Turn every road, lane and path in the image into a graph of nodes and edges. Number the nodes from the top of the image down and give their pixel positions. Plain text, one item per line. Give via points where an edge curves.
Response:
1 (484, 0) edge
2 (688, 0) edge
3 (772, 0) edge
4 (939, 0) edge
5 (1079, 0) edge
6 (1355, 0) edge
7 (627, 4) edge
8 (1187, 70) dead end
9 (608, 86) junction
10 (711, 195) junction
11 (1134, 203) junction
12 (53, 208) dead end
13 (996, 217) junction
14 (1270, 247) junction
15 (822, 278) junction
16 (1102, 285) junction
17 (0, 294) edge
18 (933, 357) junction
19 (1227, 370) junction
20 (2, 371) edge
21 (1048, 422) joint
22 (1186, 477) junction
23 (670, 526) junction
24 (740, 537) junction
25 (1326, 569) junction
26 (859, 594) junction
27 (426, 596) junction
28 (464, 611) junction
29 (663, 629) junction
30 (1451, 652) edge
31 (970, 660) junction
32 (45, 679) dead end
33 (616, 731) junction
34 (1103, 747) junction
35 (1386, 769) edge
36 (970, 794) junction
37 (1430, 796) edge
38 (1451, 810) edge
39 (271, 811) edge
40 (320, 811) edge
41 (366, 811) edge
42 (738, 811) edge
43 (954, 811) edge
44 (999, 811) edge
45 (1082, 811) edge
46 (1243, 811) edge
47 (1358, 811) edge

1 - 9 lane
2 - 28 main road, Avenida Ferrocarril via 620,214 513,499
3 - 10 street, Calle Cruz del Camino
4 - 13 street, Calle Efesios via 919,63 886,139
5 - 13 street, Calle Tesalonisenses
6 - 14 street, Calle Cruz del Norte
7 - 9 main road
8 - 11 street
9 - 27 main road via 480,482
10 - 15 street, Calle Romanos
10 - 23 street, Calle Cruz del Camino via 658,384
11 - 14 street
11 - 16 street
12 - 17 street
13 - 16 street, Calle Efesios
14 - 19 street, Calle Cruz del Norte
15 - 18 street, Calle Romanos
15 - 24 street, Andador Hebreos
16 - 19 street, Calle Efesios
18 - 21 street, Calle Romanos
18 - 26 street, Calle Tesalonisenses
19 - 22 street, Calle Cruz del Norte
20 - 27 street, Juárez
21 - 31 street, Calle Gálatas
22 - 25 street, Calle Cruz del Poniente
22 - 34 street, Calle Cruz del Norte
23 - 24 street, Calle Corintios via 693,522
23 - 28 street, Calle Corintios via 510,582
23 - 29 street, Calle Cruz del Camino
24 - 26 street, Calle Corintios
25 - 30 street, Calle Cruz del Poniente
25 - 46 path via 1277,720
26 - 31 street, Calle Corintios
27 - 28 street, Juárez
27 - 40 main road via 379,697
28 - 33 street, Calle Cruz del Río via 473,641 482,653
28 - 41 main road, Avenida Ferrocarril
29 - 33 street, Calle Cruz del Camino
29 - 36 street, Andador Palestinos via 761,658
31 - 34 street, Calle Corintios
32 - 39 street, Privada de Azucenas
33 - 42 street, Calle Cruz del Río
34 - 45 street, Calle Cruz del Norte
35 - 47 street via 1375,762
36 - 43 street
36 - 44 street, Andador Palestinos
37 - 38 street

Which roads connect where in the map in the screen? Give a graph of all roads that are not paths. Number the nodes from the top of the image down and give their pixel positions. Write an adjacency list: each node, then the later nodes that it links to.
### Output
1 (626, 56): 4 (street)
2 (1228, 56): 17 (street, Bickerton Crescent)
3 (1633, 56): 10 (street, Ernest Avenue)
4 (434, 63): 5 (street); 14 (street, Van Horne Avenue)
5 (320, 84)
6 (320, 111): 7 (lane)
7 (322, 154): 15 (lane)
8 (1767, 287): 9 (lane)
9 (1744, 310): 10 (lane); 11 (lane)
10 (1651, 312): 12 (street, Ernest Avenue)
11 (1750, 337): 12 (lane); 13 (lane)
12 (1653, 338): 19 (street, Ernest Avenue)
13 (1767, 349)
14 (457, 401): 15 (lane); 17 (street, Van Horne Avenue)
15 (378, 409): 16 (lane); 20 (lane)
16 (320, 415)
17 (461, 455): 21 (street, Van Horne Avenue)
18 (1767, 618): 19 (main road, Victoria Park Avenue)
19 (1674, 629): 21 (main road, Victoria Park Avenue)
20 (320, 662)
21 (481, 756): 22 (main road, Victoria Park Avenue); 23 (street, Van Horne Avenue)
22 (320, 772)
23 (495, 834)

=== Exercise aim ===
For this exercise, copy every line of the data that holds "Ernest".

=== Answer for this exercise ===
3 (1633, 56): 10 (street, Ernest Avenue)
10 (1651, 312): 12 (street, Ernest Avenue)
12 (1653, 338): 19 (street, Ernest Avenue)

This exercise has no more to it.